Why do so many of us get tangled up in Blue? For one thing, the ten songs, mostly composed or refined on the island of Crete, were pretty much the first time in the exclusively male rock club when a woman totally took charge of an entire album, writing, performing and producing the lot. There’s also the matter of the sheer originality of the weirdly coloured, sometimes jazzy music itself, swirling around Mitchell’s faraway voice. So many dark lights. The sophistication of the exercise tricks you into thinking the work is far longer than its relatively short running time of barely thirty-five minutes.
Mostly, though, it’s the artist’s own narrative method — ‘living on nerves and feelings,’ as Mitchell once described her etching process — as she navigates the dead ends and blind alleys of relationships, including the wreckage of one she had with Graham Nash, along with James Taylor, with whom she was having a soon-to-be-terminated fling.
On Blue, she sounds like the loneliest performer in the world; also, despite her still-tender twenty-eight years, she comes across as one of the most romantically insightful. ‘You’re my holy wine, You taste so bitter and so sweet, Oh, I could drink a case of you, darling, And I would still be on my feet.’ Here, as elsewhere, it’s like she has pulled ten threads that unravel her heart before proceeding to tie them together again in trembling knots, from up and down and still somehow.
Of the various explanations Joni Mitchell has since given about the broad theme at the jilted heart of her best work, my favourite is the one she gave to me during her last official visit to our part of the world.
Although her last proper tour of New Zealand and Australia took place in 1983, this was five or so years later when she made a quick promotional stop Down Under to hawk a new work, Chalk Mark in a Rainstorm, which I was less keen to discuss with the emotional scientist.
‘Romance is based on torture,’ she began, pausing to light the first of many cigarettes. ‘Romance increases with acts of cruelty and insecurity feeds it. In this culture, we’re so addicted to romance and a lot of what passes for it is just so much game playing.’

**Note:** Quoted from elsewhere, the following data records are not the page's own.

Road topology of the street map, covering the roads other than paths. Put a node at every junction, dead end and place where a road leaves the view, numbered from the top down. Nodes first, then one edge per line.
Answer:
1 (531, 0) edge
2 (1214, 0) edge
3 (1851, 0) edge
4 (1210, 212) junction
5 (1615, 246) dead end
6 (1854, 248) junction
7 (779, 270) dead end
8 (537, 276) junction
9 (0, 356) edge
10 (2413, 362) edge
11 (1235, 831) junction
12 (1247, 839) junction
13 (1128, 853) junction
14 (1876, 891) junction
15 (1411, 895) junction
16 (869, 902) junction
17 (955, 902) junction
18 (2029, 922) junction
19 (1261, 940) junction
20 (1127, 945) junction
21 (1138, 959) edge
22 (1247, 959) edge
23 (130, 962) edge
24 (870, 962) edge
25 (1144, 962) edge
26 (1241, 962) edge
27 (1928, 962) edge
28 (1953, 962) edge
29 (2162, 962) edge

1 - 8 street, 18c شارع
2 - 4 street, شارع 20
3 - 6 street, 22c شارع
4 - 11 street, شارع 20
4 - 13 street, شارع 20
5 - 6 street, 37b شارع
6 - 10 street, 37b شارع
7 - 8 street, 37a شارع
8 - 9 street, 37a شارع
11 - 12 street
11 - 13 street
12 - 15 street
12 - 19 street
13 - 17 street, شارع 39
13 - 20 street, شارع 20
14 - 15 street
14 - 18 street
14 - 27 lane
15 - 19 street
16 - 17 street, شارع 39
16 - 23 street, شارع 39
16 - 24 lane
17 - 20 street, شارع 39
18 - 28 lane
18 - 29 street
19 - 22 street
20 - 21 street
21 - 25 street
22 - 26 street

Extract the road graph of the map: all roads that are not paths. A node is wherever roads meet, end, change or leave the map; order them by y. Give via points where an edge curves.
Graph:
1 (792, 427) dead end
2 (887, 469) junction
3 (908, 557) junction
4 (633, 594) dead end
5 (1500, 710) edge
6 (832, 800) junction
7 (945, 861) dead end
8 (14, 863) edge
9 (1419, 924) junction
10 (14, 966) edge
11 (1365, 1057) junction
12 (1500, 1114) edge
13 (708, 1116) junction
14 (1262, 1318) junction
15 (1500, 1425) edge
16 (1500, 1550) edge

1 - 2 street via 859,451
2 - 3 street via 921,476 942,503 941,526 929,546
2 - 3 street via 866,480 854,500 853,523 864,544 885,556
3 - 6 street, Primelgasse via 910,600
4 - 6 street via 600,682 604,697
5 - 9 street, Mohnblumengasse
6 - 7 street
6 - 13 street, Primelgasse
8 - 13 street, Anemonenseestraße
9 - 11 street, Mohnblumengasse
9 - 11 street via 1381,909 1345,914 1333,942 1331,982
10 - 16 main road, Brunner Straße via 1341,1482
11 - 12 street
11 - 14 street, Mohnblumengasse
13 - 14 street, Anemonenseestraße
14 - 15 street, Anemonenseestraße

Why, just that past Valentine’s Day she had been reading a copy of Esquire magazine, which had a cover story on the end of sex. ‘It was such a provocative thing,’ Mitchell enthused. ‘What I remember it saying is this: If you want endless variety in a relationship, stay with one person; if you want endless repetition, see many people.’
She made it all sound like a craving, sort of like the cigarettes, a point Mitchell didn’t disagree with. ‘Romance addicts — and I used to be one — only ever enjoy the beginning of a relationship,’ Mitchell responded. ‘You get to run your best stories, your partner lets you know how delightful and entertaining you are, and your heart just flip-flops. But you know it’s deceitful. You can’t possibly keep it up.’
‘It’s beguiling and fearful, and those, to me, are the two elements that make up romance. Whereas love is something that comes from toughing it out. And for me, after seven years in a marriage situation, I prefer the ongoing art of keeping your heart open to a familiar person.’
By this, of course, she specifically meant the musician Larry Klein, whom she had married in 1982 and with whom, she felt, she had possibly reached the end of her romantic wanderlust. The couple separated in 1994. An amicable split it was, too, by most accounts, and I suppose it must have been as it never produced anything carrying the emotional voltage of Blue. But neither, really, has anything much else.
And now we have the original in front of us once more, all bitter and sweet and now spruced up. So sit down, light a candle and get ready to fall in love again. Beethoven’s back in the bedroom.